● **YOUR GOAL**
All lines in the data that hold the word "absolute" need copying.
(RECORDS SHOWN begins)
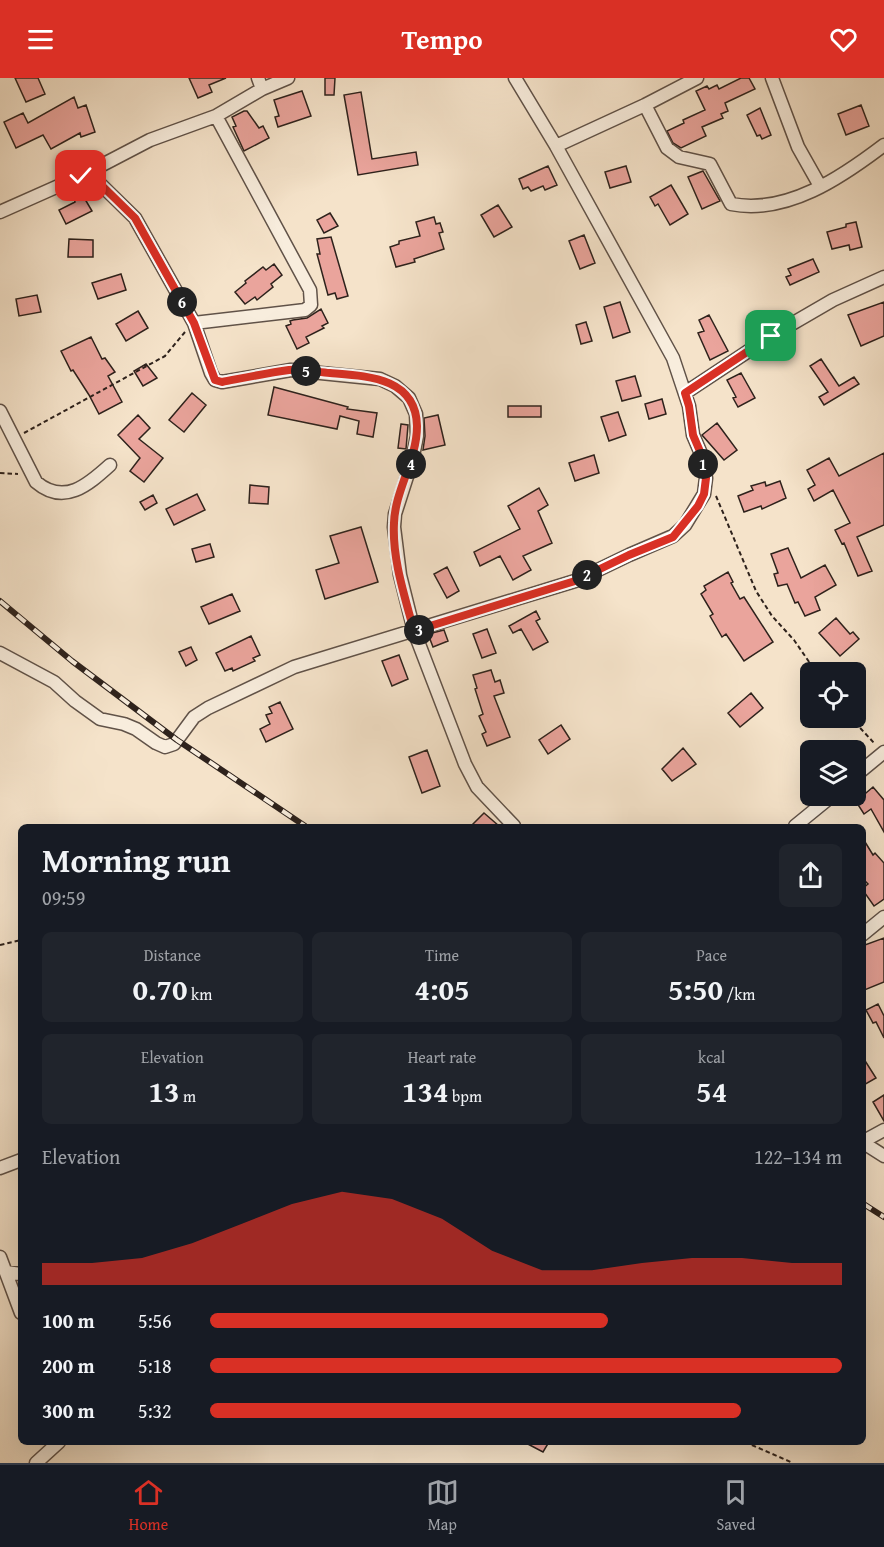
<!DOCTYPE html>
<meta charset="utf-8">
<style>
:root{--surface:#171b24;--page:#20242c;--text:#f1f3f6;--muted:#9ea1a6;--line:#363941;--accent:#d93025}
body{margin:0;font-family:"Gentium Book Plus",serif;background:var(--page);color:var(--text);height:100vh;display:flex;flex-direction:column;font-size:22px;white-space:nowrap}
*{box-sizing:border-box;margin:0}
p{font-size:20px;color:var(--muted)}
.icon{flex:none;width:33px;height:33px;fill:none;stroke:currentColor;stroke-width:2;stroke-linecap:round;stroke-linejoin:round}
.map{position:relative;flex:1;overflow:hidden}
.drawer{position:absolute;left:18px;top:746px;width:848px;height:621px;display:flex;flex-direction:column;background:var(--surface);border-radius:9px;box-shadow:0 6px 24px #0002}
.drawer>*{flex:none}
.tools{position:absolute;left:800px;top:584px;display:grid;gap:12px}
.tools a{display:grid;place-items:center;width:66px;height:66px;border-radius:9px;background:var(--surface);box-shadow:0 6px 24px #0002;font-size:30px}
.pin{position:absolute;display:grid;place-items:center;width:51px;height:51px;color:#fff;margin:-26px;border-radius:12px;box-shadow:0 3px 9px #0006}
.km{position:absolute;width:30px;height:30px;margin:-15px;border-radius:50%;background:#222;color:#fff;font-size:16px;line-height:30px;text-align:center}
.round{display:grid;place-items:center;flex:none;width:63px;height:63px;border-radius:9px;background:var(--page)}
.head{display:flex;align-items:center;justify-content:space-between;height:102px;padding:0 24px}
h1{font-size:33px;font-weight:700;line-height:45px}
.figures{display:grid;grid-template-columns:repeat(3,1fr);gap:9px;height:102px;padding:6px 24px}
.figures div{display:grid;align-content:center;border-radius:9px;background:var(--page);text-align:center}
.figures b{font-size:30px;font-weight:700}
.figures small{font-size:16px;font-weight:400}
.figures p{font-size:16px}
.chart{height:168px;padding:12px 24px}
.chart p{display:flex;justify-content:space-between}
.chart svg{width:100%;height:108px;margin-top:6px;fill:var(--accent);opacity:.7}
ul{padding:0 24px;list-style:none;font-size:20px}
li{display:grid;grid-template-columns:96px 72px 1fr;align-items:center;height:45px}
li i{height:15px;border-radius:8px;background:var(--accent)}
header{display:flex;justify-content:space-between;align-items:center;height:78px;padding:0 24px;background:var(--accent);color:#fff;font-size:27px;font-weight:700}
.tab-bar{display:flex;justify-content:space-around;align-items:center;height:84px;border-top:2px solid var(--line);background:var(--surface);font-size:16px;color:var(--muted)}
.tab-bar a{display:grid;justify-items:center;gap:3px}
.tab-bar .selected{color:var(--accent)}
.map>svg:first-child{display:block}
</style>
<header><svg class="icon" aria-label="menu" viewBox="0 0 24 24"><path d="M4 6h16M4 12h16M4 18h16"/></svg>Tempo<svg class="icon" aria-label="heart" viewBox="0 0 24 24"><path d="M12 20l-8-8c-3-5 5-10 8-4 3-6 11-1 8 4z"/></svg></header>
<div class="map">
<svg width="884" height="1385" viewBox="0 0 884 1385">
<rect width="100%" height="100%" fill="#f5e3ca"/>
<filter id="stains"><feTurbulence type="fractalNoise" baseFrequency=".00333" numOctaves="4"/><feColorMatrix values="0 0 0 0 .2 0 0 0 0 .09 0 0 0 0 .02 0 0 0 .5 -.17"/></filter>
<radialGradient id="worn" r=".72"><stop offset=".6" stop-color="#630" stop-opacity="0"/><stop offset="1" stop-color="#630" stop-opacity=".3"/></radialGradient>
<path fill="#eaa49c" stroke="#2e221c" stroke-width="1.5" d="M 15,0 L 38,0 L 45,16 L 26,24 Z
M 189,0 L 226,0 L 209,7 L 212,14 L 198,20 Z
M 325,0 L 335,0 L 334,17 L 325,17 Z
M 741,0 L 749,0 L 755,11 L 725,25 L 728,33 L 721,36 L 723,40 L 702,49 L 706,58 L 681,70 L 673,65 L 667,53 L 684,45 L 683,42 L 705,32 L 696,13 L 707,8 L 709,11 L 717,7 L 719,11 Z
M 302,13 L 311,38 L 278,49 L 275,39 L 279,38 L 274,22 Z
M 361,14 L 372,81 L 416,74 L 418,87 L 358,97 L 344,17 Z
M 74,19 L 78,30 L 86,27 L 95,54 L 81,59 L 80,55 L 51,71 L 43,57 L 16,70 L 4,44 L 23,35 L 28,45 Z
M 861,27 L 869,48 L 846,57 L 838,36 Z
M 760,30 L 771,57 L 762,61 L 760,57 L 757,58 L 747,37 Z
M 244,33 L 247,33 L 259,50 L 263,48 L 269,60 L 244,73 L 233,49 L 236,48 L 232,39 Z
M 548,88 L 557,107 L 545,112 L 543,108 L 531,113 L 528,109 L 523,111 L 519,101 Z
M 626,88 L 631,104 L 610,110 L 605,94 Z
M 703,93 L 720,123 L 702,131 L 688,99 Z
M 671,107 L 688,136 L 670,147 L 658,126 L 655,128 L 650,119 Z
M 82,116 L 92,133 L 66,146 L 59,132 L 75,124 L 74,120 Z
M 498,127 L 512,149 L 494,159 L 481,137 Z
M 330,135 L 338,148 L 324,155 L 317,142 Z
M 434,139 L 436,146 L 440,145 L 443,154 L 439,155 L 444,171 L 414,181 L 415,184 L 396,189 L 390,169 L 399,166 L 399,163 L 420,158 L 416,144 Z
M 856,144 L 862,169 L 850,172 L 849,167 L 832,171 L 827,154 L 846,149 L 846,146 Z
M 584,157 L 595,185 L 580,191 L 569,163 Z
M 331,159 L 348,218 L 337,221 L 335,215 L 328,217 L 317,176 L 320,176 L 317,161 Z
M 69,161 L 93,162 L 93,179 L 68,179 Z
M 813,181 L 819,194 L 790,207 L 786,199 L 791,197 L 788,191 Z
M 274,186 L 282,197 L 271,206 L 273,209 L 257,222 L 255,219 L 245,226 L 235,214 L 246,205 L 245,203 L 263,189 L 266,192 Z
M 121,196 L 126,212 L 98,221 L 92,205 Z
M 37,217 L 41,234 L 19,238 L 16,221 Z
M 620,224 L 630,254 L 613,260 L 604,229 Z
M 884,224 L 884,258 L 861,268 L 848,237 Z
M 321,231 L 328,245 L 322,248 L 324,250 L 306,259 L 309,265 L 297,271 L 286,248 L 291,246 L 290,243 L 293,242 L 307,240 Z
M 138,233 L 148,250 L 126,263 L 116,246 Z
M 709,237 L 728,273 L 710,282 L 698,255 L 704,253 L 699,242 Z
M 586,244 L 592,263 L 581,266 L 576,247 Z
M 91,259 L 102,281 L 105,280 L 115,294 L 108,298 L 122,324 L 99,336 L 89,317 L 73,292 L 71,293 L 61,273 Z
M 821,281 L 839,308 L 854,299 L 859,306 L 824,327 L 819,319 L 828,314 L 810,288 Z
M 146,286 L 157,300 L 143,308 L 134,293 Z
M 741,295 L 755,320 L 738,329 L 733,320 L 736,319 L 727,302 Z
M 635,298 L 641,318 L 622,323 L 616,303 Z
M 274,309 L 348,329 L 347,331 L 377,335 L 373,359 L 357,356 L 359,343 L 340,338 L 337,351 L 268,337 Z
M 192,315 L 206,327 L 184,354 L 169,342 Z
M 662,321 L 666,336 L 649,341 L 645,326 Z
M 508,328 L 541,328 L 541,339 L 508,339 Z
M 618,334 L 626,357 L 609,363 L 601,339 Z
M 138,337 L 150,350 L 139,361 L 163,380 L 144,404 L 130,393 L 140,380 L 118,357 Z
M 438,337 L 445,367 L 423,372 L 425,358 L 424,340 Z
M 717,345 L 737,372 L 724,382 L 702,357 Z
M 401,346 L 408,347 L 406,371 L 398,370 Z
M 884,375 L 884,447 L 857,459 L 872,493 L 858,498 L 844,465 L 842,466 L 835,452 L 850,445 L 833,412 L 814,423 L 808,411 L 815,407 L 807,392 L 829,380 L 839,398 Z
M 594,377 L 599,395 L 575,403 L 569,385 Z
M 780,403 L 786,420 L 762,431 L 761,428 L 744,434 L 738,418 L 753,412 L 751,408 L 765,404 L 766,408 Z
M 250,407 L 269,409 L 268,426 L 249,425 Z
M 539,410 L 548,427 L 538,433 L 552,465 L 523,478 L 531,492 L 513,502 L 500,478 L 480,488 L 474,474 L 520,451 L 508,428 Z
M 197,416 L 205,432 L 174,447 L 166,431 Z
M 153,417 L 157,425 L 145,432 L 140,424 Z
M 361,449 L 378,504 L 325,521 L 316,492 L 339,485 L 330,458 Z
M 210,466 L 214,479 L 196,484 L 192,471 Z
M 788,470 L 801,500 L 825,487 L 836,507 L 815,519 L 820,532 L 805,538 L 798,524 L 795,525 L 787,506 L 778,508 L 774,496 L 778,495 L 771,476 Z
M 447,489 L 459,513 L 447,520 L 434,496 Z
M 728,494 L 733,504 L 731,505 L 740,521 L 744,519 L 773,564 L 744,583 L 726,556 L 722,559 L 710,538 L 713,536 L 701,516 L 706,512 L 704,508 Z
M 232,516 L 240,533 L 209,546 L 201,529 Z
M 536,533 L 540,541 L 536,543 L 548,564 L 533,572 L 521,551 L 513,555 L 509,548 Z
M 836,540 L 850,556 L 853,554 L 859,561 L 840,578 L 819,555 Z
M 487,551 L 496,575 L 482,580 L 473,556 Z
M 444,552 L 448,563 L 433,569 L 428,556 Z
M 251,558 L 260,577 L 253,580 L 255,583 L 233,593 L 232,590 L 225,593 L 216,575 Z
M 191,569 L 197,582 L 186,588 L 179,574 Z
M 399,577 L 408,601 L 392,608 L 382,583 Z
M 491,592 L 495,604 L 500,602 L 504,615 L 494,618 L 510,659 L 487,668 L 482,656 L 486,654 L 479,638 L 483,636 L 475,611 L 477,610 L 473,597 Z
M 751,615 L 763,630 L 740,649 L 728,635 Z
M 280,624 L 293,651 L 266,664 L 260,651 L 270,646 L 266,637 L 272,635 L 269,629 Z
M 561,647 L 570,661 L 548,676 L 539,662 Z
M 683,670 L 696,686 L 672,703 L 662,691 Z
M 427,672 L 440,708 L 422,715 L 409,679 Z
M 861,708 L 866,715 L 873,709 L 884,722 L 884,754 L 871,731 L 864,736 L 855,722 L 855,713 Z
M 484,735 L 499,748 L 471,748 Z
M 862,759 L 873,777 L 875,775 L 884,785 L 884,821 L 874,828 L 862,811 L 868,806 L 862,800 Z
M 884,860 L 884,904 L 862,913 L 862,868 Z
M 878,926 L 884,938 L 884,960 L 876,944 L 873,945 L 866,932 Z
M 862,978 L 876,1000 L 862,1008 Z
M 884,1017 L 884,1043 L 873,1024 Z
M 524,1364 L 549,1364 L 543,1374 Z"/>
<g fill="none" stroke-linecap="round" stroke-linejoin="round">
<g stroke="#605248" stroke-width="15">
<path id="minor" d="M 772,0 L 798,69 L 820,108
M 262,11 L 288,0
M 645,27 L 667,70 L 679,79 L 710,86 L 731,126 C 787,137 842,99 884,67
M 556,68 L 645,27 L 697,0
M 88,94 L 135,140 L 194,245 L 305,232 L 311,227 L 310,212 L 216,38
M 0,134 L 81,98 L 150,62 L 216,38 L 262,11 L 258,0
M 194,245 L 211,295 L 215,302 L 222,304 L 291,292 L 380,301 L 395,308 L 409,320 L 416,336 L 417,358 L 412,383 L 395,436 L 394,449 L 400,497 L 414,553 L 465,686 L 477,709 L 514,748
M 685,315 L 771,258 L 833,222 L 884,199
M 0,333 L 36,404 C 64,428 88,407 110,387
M 0,575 L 54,604 L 75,623 L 100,641 L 124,646 L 136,651 L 156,665 L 165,669 L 174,666 L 177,662 L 194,639 L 208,630 L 294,589 L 575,503 L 629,477 L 673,458 L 685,447 L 704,416 L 706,400 L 702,378 L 693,357 L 689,328 L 673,280 L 556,68 L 515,0
M 855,698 L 884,674
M 795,748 L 833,717
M 862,857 L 884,839
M 862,1064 L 884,1078
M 862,1064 L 884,1052
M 0,1090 L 21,1082
M 0,1179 L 21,1235
M 6,1194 L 21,1196
M 36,1385 L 59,1364"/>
</g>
<path stroke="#2e221c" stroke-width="2" stroke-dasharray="4.5 3" stroke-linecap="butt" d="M 24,355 L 165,278 L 185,254
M 0,395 L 18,396
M 716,418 L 756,513 L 772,538 L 794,562 L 816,594
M 850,639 L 875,666
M 0,867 L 21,862
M 745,1364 L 793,1385"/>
<use href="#minor" stroke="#f8eddd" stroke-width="12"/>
<g stroke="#2e221c" stroke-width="6">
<path id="rail" d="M 0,523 L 72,583 L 177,662 L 305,748
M 862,1125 L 884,1139"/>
</g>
<use href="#rail" stroke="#f8eddd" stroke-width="4" stroke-dasharray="11" stroke-linecap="butt"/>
</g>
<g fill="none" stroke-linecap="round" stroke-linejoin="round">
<g stroke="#fff" stroke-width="12">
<path id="route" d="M 81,98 L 88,94 L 135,140 L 194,245 L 215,302 L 222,304 C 243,300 267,295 289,292 C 302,291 317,294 330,295 C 366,298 416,299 417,348 C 417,382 395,412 394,445 C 392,481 405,519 414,553 L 575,503 L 629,477 L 673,459 L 698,428 L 704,416 L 706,400 L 702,378 L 693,357 L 689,328 L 685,315 L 771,258"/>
</g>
<use href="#route" stroke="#d93025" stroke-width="8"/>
</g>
<rect width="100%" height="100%" filter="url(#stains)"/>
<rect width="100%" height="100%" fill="url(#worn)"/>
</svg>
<div class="tools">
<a><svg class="icon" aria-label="locate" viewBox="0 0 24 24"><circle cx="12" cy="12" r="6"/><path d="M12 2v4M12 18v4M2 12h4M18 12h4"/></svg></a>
<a><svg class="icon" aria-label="layers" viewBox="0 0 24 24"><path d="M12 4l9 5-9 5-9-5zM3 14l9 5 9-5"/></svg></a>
</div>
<div class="pin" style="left:771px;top:258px;background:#1e9e55"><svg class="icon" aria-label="arrive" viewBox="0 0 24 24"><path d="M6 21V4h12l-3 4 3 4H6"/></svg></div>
<div class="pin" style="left:81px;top:98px;background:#d93025"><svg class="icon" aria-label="check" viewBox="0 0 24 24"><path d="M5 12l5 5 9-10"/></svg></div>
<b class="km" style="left:703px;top:386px">1</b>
<b class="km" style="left:587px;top:497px">2</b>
<b class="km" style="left:419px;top:552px">3</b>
<b class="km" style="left:411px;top:386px">4</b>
<b class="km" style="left:306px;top:293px">5</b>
<b class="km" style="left:182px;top:224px">6</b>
<section class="drawer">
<div class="head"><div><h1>Morning run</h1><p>09:59</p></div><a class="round"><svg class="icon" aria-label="share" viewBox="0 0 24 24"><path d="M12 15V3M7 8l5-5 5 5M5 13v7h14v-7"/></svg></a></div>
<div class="figures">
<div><p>Distance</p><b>0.70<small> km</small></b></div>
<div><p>Time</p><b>4:05</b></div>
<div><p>Pace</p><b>5:50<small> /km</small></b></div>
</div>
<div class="figures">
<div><p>Elevation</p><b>13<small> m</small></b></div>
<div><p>Heart rate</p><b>134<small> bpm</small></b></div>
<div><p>kcal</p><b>54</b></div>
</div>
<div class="chart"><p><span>Elevation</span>122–134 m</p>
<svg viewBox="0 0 160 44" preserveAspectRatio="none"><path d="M0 44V35L10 35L20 33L30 27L40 19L50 11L60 6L70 9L80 17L90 30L100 38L110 38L120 35L130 33L140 33L150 35L160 35V44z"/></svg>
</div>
<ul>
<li><b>100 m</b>5:56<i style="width:63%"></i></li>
<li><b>200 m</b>5:18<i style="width:100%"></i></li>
<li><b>300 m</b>5:32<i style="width:84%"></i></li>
</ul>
</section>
</div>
<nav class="tab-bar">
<a class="selected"><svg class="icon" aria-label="home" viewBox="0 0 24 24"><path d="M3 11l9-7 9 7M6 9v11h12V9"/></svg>Home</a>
<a><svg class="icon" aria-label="map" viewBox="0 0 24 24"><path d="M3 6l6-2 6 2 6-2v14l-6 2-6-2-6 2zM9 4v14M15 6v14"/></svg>Map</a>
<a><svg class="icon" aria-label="saved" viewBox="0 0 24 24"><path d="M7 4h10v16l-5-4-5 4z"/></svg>Saved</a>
</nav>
(RECORDS SHOWN ends)
● **RESPONSE**
.drawer{position:absolute;left:18px;top:746px;width:848px;height:621px;display:flex;flex-direction:column;background:var(--surface);border-radius:9px;box-shadow:0 6px 24px #0002}
.tools{position:absolute;left:800px;top:584px;display:grid;gap:12px}
.pin{position:absolute;display:grid;place-items:center;width:51px;height:51px;color:#fff;margin:-26px;border-radius:12px;box-shadow:0 3px 9px #0006}
.km{position:absolute;width:30px;height:30px;margin:-15px;border-radius:50%;background:#222;color:#fff;font-size:16px;line-height:30px;text-align:center}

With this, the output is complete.